[Records for the exercise — start]

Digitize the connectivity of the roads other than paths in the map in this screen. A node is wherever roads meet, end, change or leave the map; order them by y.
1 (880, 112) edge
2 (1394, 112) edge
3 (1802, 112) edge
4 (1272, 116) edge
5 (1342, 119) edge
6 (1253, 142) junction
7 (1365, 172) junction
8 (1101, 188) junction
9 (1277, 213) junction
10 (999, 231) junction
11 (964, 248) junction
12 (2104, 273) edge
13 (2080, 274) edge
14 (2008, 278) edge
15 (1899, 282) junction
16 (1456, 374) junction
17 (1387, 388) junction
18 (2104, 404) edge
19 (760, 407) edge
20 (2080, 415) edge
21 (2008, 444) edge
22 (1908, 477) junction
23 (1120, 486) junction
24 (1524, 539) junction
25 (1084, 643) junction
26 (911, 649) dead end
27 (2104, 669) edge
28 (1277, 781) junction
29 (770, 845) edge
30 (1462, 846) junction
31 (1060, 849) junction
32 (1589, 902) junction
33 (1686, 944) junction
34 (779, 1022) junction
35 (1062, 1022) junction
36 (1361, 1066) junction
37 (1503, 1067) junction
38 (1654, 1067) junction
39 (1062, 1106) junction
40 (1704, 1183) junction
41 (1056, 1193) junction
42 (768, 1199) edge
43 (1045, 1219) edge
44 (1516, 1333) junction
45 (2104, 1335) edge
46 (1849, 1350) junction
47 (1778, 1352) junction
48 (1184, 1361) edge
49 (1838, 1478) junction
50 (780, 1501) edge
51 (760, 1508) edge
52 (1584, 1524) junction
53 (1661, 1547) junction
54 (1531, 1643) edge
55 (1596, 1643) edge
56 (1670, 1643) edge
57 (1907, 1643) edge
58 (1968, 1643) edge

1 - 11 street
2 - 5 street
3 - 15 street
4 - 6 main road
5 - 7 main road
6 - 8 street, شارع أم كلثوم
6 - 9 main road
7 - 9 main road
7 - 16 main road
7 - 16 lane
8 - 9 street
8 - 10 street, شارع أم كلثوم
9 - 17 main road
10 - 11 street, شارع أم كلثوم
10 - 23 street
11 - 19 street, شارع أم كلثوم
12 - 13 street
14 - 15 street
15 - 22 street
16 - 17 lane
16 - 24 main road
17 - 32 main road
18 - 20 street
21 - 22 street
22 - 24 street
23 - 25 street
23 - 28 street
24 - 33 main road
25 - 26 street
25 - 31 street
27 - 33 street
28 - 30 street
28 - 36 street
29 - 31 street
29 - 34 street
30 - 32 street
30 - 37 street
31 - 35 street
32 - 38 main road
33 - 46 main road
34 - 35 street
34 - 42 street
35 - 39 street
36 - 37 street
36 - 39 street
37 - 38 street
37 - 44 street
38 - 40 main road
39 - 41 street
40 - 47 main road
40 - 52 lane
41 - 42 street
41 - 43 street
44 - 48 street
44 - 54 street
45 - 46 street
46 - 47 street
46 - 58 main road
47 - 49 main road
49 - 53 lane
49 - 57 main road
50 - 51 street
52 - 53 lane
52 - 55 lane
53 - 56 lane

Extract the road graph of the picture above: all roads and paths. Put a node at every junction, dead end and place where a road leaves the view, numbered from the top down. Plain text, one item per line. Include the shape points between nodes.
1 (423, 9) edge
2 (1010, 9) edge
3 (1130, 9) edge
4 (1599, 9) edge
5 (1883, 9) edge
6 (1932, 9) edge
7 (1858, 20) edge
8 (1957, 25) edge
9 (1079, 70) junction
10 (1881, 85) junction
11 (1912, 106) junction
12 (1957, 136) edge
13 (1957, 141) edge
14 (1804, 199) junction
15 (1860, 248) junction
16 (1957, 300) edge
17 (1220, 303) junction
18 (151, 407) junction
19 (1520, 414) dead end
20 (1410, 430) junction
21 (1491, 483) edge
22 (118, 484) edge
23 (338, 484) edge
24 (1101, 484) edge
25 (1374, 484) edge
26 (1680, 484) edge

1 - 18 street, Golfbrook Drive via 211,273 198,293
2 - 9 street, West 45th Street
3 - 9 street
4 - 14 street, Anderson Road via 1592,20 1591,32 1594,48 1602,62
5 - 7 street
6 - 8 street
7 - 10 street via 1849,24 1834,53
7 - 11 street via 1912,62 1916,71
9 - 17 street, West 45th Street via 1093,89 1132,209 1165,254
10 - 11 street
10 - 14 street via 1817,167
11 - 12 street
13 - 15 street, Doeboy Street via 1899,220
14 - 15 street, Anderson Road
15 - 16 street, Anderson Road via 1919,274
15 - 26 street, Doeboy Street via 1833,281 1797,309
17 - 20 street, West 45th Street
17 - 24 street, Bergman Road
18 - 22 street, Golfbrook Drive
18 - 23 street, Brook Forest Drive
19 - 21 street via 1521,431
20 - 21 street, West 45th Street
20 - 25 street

[Records for the exercise — finish]

● **What is needed**:
Please restate every line of the records exactly.

● **Answer for the task**:
Digitize the connectivity of the roads other than paths in the map in this screen. A node is wherever roads meet, end, change or leave the map; order them by y.
1 (880, 112) edge
2 (1394, 112) edge
3 (1802, 112) edge
4 (1272, 116) edge
5 (1342, 119) edge
6 (1253, 142) junction
7 (1365, 172) junction
8 (1101, 188) junction
9 (1277, 213) junction
10 (999, 231) junction
11 (964, 248) junction
12 (2104, 273) edge
13 (2080, 274) edge
14 (2008, 278) edge
15 (1899, 282) junction
16 (1456, 374) junction
17 (1387, 388) junction
18 (2104, 404) edge
19 (760, 407) edge
20 (2080, 415) edge
21 (2008, 444) edge
22 (1908, 477) junction
23 (1120, 486) junction
24 (1524, 539) junction
25 (1084, 643) junction
26 (911, 649) dead end
27 (2104, 669) edge
28 (1277, 781) junction
29 (770, 845) edge
30 (1462, 846) junction
31 (1060, 849) junction
32 (1589, 902) junction
33 (1686, 944) junction
34 (779, 1022) junction
35 (1062, 1022) junction
36 (1361, 1066) junction
37 (1503, 1067) junction
38 (1654, 1067) junction
39 (1062, 1106) junction
40 (1704, 1183) junction
41 (1056, 1193) junction
42 (768, 1199) edge
43 (1045, 1219) edge
44 (1516, 1333) junction
45 (2104, 1335) edge
46 (1849, 1350) junction
47 (1778, 1352) junction
48 (1184, 1361) edge
49 (1838, 1478) junction
50 (780, 1501) edge
51 (760, 1508) edge
52 (1584, 1524) junction
53 (1661, 1547) junction
54 (1531, 1643) edge
55 (1596, 1643) edge
56 (1670, 1643) edge
57 (1907, 1643) edge
58 (1968, 1643) edge

1 - 11 street
2 - 5 street
3 - 15 street
4 - 6 main road
5 - 7 main road
6 - 8 street, شارع أم كلثوم
6 - 9 main road
7 - 9 main road
7 - 16 main road
7 - 16 lane
8 - 9 street
8 - 10 street, شارع أم كلثوم
9 - 17 main road
10 - 11 street, شارع أم كلثوم
10 - 23 street
11 - 19 street, شارع أم كلثوم
12 - 13 street
14 - 15 street
15 - 22 street
16 - 17 lane
16 - 24 main road
17 - 32 main road
18 - 20 street
21 - 22 street
22 - 24 street
23 - 25 street
23 - 28 street
24 - 33 main road
25 - 26 street
25 - 31 street
27 - 33 street
28 - 30 street
28 - 36 street
29 - 31 street
29 - 34 street
30 - 32 street
30 - 37 street
31 - 35 street
32 - 38 main road
33 - 46 main road
34 - 35 street
34 - 42 street
35 - 39 street
36 - 37 street
36 - 39 street
37 - 38 street
37 - 44 street
38 - 40 main road
39 - 41 street
40 - 47 main road
40 - 52 lane
41 - 42 street
41 - 43 street
44 - 48 street
44 - 54 street
45 - 46 street
46 - 47 street
46 - 58 main road
47 - 49 main road
49 - 53 lane
49 - 57 main road
50 - 51 street
52 - 53 lane
52 - 55 lane
53 - 56 lane

Extract the road graph of the picture above: all roads and paths. Put a node at every junction, dead end and place where a road leaves the view, numbered from the top down. Plain text, one item per line. Include the shape points between nodes.
1 (423, 9) edge
2 (1010, 9) edge
3 (1130, 9) edge
4 (1599, 9) edge
5 (1883, 9) edge
6 (1932, 9) edge
7 (1858, 20) edge
8 (1957, 25) edge
9 (1079, 70) junction
10 (1881, 85) junction
11 (1912, 106) junction
12 (1957, 136) edge
13 (1957, 141) edge
14 (1804, 199) junction
15 (1860, 248) junction
16 (1957, 300) edge
17 (1220, 303) junction
18 (151, 407) junction
19 (1520, 414) dead end
20 (1410, 430) junction
21 (1491, 483) edge
22 (118, 484) edge
23 (338, 484) edge
24 (1101, 484) edge
25 (1374, 484) edge
26 (1680, 484) edge

1 - 18 street, Golfbrook Drive via 211,273 198,293
2 - 9 street, West 45th Street
3 - 9 street
4 - 14 street, Anderson Road via 1592,20 1591,32 1594,48 1602,62
5 - 7 street
6 - 8 street
7 - 10 street via 1849,24 1834,53
7 - 11 street via 1912,62 1916,71
9 - 17 street, West 45th Street via 1093,89 1132,209 1165,254
10 - 11 street
10 - 14 street via 1817,167
11 - 12 street
13 - 15 street, Doeboy Street via 1899,220
14 - 15 street, Anderson Road
15 - 16 street, Anderson Road via 1919,274
15 - 26 street, Doeboy Street via 1833,281 1797,309
17 - 20 street, West 45th Street
17 - 24 street, Bergman Road
18 - 22 street, Golfbrook Drive
18 - 23 street, Brook Forest Drive
19 - 21 street via 1521,431
20 - 21 street, West 45th Street
20 - 25 street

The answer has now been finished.